§ EXERCISE REQUIREMENTS
Give every line of the listing back, exactly as written.
==================================================
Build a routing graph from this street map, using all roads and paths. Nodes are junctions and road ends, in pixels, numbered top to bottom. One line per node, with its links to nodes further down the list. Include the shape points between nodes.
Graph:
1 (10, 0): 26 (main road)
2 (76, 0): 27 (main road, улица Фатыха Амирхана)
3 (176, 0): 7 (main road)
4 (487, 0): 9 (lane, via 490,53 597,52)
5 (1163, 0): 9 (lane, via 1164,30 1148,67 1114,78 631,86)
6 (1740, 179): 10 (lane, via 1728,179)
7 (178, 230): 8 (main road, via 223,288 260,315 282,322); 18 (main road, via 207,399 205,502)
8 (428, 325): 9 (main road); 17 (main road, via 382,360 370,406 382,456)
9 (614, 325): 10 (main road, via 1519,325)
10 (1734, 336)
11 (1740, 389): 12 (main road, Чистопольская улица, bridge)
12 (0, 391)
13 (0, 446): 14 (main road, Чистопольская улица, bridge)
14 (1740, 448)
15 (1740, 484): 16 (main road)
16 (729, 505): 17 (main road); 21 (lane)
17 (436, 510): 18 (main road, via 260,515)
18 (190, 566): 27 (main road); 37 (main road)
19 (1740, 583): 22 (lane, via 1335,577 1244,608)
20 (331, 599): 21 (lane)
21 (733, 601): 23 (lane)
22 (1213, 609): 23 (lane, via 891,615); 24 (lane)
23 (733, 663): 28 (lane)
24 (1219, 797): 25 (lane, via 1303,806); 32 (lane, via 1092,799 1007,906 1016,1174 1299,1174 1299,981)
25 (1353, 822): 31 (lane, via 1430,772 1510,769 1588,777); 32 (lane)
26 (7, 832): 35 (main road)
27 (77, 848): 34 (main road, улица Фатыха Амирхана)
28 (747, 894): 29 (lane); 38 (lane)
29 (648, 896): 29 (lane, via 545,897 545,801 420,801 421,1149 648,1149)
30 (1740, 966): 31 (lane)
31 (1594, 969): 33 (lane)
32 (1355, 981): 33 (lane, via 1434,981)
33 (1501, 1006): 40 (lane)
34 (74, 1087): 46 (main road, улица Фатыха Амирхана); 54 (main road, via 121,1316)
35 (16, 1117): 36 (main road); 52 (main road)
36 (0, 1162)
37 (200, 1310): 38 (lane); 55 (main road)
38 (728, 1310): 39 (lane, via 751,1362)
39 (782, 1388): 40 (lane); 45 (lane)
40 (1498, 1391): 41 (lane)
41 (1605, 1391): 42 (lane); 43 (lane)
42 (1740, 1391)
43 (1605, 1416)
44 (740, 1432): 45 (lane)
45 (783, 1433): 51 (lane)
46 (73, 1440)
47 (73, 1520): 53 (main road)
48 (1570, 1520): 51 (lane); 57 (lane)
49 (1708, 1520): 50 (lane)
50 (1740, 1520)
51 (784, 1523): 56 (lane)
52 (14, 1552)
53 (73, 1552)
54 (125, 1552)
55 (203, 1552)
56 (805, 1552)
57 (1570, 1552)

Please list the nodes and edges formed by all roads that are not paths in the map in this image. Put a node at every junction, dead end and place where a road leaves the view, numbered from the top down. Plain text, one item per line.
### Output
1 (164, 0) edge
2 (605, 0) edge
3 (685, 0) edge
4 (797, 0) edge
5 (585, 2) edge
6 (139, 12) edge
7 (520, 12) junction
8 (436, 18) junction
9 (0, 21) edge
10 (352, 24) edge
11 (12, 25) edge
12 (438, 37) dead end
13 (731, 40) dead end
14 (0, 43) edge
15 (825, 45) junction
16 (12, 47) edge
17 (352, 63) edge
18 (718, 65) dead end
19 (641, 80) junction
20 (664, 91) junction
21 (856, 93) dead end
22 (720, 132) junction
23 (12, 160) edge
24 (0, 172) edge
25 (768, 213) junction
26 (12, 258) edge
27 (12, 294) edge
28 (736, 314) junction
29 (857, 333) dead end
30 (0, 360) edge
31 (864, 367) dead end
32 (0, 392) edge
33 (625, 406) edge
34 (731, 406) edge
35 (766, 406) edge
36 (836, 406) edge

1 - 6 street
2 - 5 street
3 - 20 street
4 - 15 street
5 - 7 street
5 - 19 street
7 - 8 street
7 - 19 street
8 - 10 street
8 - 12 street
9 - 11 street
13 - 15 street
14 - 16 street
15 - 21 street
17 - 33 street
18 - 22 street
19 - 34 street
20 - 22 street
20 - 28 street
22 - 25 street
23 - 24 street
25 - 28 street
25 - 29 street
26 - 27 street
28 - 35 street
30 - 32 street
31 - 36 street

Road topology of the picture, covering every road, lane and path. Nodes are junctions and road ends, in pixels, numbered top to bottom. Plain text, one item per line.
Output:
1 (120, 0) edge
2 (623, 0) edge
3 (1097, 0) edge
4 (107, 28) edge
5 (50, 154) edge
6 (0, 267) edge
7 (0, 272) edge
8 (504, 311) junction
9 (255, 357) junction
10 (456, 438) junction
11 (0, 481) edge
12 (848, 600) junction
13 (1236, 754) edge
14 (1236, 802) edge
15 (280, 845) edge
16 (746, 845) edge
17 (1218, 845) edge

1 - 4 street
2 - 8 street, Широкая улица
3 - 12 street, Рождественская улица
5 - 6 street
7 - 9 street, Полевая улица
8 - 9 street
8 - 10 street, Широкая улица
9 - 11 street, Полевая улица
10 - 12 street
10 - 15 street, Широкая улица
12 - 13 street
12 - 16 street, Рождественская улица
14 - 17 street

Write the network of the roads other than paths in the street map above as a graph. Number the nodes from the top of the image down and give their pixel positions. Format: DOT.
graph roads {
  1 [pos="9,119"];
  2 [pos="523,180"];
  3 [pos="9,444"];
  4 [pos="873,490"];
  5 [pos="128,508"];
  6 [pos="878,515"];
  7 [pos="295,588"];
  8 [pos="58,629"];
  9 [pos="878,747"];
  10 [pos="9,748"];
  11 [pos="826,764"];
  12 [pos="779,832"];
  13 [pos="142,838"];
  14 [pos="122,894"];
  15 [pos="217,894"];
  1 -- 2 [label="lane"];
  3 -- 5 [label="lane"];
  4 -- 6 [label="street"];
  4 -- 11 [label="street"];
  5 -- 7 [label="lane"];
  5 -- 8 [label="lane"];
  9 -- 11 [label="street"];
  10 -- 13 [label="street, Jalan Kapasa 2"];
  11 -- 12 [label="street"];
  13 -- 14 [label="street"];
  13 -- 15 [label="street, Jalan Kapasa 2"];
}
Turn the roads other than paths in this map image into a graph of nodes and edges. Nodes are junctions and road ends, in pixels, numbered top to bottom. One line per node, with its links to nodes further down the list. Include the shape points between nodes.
==================================================
§ OUTPUT FOR THIS TASK
Build a routing graph from this street map, using all roads and paths. Nodes are junctions and road ends, in pixels, numbered top to bottom. One line per node, with its links to nodes further down the list. Include the shape points between nodes.
Graph:
1 (10, 0): 26 (main road)
2 (76, 0): 27 (main road, улица Фатыха Амирхана)
3 (176, 0): 7 (main road)
4 (487, 0): 9 (lane, via 490,53 597,52)
5 (1163, 0): 9 (lane, via 1164,30 1148,67 1114,78 631,86)
6 (1740, 179): 10 (lane, via 1728,179)
7 (178, 230): 8 (main road, via 223,288 260,315 282,322); 18 (main road, via 207,399 205,502)
8 (428, 325): 9 (main road); 17 (main road, via 382,360 370,406 382,456)
9 (614, 325): 10 (main road, via 1519,325)
10 (1734, 336)
11 (1740, 389): 12 (main road, Чистопольская улица, bridge)
12 (0, 391)
13 (0, 446): 14 (main road, Чистопольская улица, bridge)
14 (1740, 448)
15 (1740, 484): 16 (main road)
16 (729, 505): 17 (main road); 21 (lane)
17 (436, 510): 18 (main road, via 260,515)
18 (190, 566): 27 (main road); 37 (main road)
19 (1740, 583): 22 (lane, via 1335,577 1244,608)
20 (331, 599): 21 (lane)
21 (733, 601): 23 (lane)
22 (1213, 609): 23 (lane, via 891,615); 24 (lane)
23 (733, 663): 28 (lane)
24 (1219, 797): 25 (lane, via 1303,806); 32 (lane, via 1092,799 1007,906 1016,1174 1299,1174 1299,981)
25 (1353, 822): 31 (lane, via 1430,772 1510,769 1588,777); 32 (lane)
26 (7, 832): 35 (main road)
27 (77, 848): 34 (main road, улица Фатыха Амирхана)
28 (747, 894): 29 (lane); 38 (lane)
29 (648, 896): 29 (lane, via 545,897 545,801 420,801 421,1149 648,1149)
30 (1740, 966): 31 (lane)
31 (1594, 969): 33 (lane)
32 (1355, 981): 33 (lane, via 1434,981)
33 (1501, 1006): 40 (lane)
34 (74, 1087): 46 (main road, улица Фатыха Амирхана); 54 (main road, via 121,1316)
35 (16, 1117): 36 (main road); 52 (main road)
36 (0, 1162)
37 (200, 1310): 38 (lane); 55 (main road)
38 (728, 1310): 39 (lane, via 751,1362)
39 (782, 1388): 40 (lane); 45 (lane)
40 (1498, 1391): 41 (lane)
41 (1605, 1391): 42 (lane); 43 (lane)
42 (1740, 1391)
43 (1605, 1416)
44 (740, 1432): 45 (lane)
45 (783, 1433): 51 (lane)
46 (73, 1440)
47 (73, 1520): 53 (main road)
48 (1570, 1520): 51 (lane); 57 (lane)
49 (1708, 1520): 50 (lane)
50 (1740, 1520)
51 (784, 1523): 56 (lane)
52 (14, 1552)
53 (73, 1552)
54 (125, 1552)
55 (203, 1552)
56 (805, 1552)
57 (1570, 1552)

Please list the nodes and edges formed by all roads that are not paths in the map in this image. Put a node at every junction, dead end and place where a road leaves the view, numbered from the top down. Plain text, one item per line.
### Output
1 (164, 0) edge
2 (605, 0) edge
3 (685, 0) edge
4 (797, 0) edge
5 (585, 2) edge
6 (139, 12) edge
7 (520, 12) junction
8 (436, 18) junction
9 (0, 21) edge
10 (352, 24) edge
11 (12, 25) edge
12 (438, 37) dead end
13 (731, 40) dead end
14 (0, 43) edge
15 (825, 45) junction
16 (12, 47) edge
17 (352, 63) edge
18 (718, 65) dead end
19 (641, 80) junction
20 (664, 91) junction
21 (856, 93) dead end
22 (720, 132) junction
23 (12, 160) edge
24 (0, 172) edge
25 (768, 213) junction
26 (12, 258) edge
27 (12, 294) edge
28 (736, 314) junction
29 (857, 333) dead end
30 (0, 360) edge
31 (864, 367) dead end
32 (0, 392) edge
33 (625, 406) edge
34 (731, 406) edge
35 (766, 406) edge
36 (836, 406) edge

1 - 6 street
2 - 5 street
3 - 20 street
4 - 15 street
5 - 7 street
5 - 19 street
7 - 8 street
7 - 19 street
8 - 10 street
8 - 12 street
9 - 11 street
13 - 15 street
14 - 16 street
15 - 21 street
17 - 33 street
18 - 22 street
19 - 34 street
20 - 22 street
20 - 28 street
22 - 25 street
23 - 24 street
25 - 28 street
25 - 29 street
26 - 27 street
28 - 35 street
30 - 32 street
31 - 36 street

Road topology of the picture, covering every road, lane and path. Nodes are junctions and road ends, in pixels, numbered top to bottom. Plain text, one item per line.
Output:
1 (120, 0) edge
2 (623, 0) edge
3 (1097, 0) edge
4 (107, 28) edge
5 (50, 154) edge
6 (0, 267) edge
7 (0, 272) edge
8 (504, 311) junction
9 (255, 357) junction
10 (456, 438) junction
11 (0, 481) edge
12 (848, 600) junction
13 (1236, 754) edge
14 (1236, 802) edge
15 (280, 845) edge
16 (746, 845) edge
17 (1218, 845) edge

1 - 4 street
2 - 8 street, Широкая улица
3 - 12 street, Рождественская улица
5 - 6 street
7 - 9 street, Полевая улица
8 - 9 street
8 - 10 street, Широкая улица
9 - 11 street, Полевая улица
10 - 12 street
10 - 15 street, Широкая улица
12 - 13 street
12 - 16 street, Рождественская улица
14 - 17 street

Write the network of the roads other than paths in the street map above as a graph. Number the nodes from the top of the image down and give their pixel positions. Format: DOT.
graph roads {
  1 [pos="9,119"];
  2 [pos="523,180"];
  3 [pos="9,444"];
  4 [pos="873,490"];
  5 [pos="128,508"];
  6 [pos="878,515"];
  7 [pos="295,588"];
  8 [pos="58,629"];
  9 [pos="878,747"];
  10 [pos="9,748"];
  11 [pos="826,764"];
  12 [pos="779,832"];
  13 [pos="142,838"];
  14 [pos="122,894"];
  15 [pos="217,894"];
  1 -- 2 [label="lane"];
  3 -- 5 [label="lane"];
  4 -- 6 [label="street"];
  4 -- 11 [label="street"];
  5 -- 7 [label="lane"];
  5 -- 8 [label="lane"];
  9 -- 11 [label="street"];
  10 -- 13 [label="street, Jalan Kapasa 2"];
  11 -- 12 [label="street"];
  13 -- 14 [label="street"];
  13 -- 15 [label="street, Jalan Kapasa 2"];
}
Turn the roads other than paths in this map image into a graph of nodes and edges. Nodes are junctions and road ends, in pixels, numbered top to bottom. One line per node, with its links to nodes further down the list. Include the shape points between nodes.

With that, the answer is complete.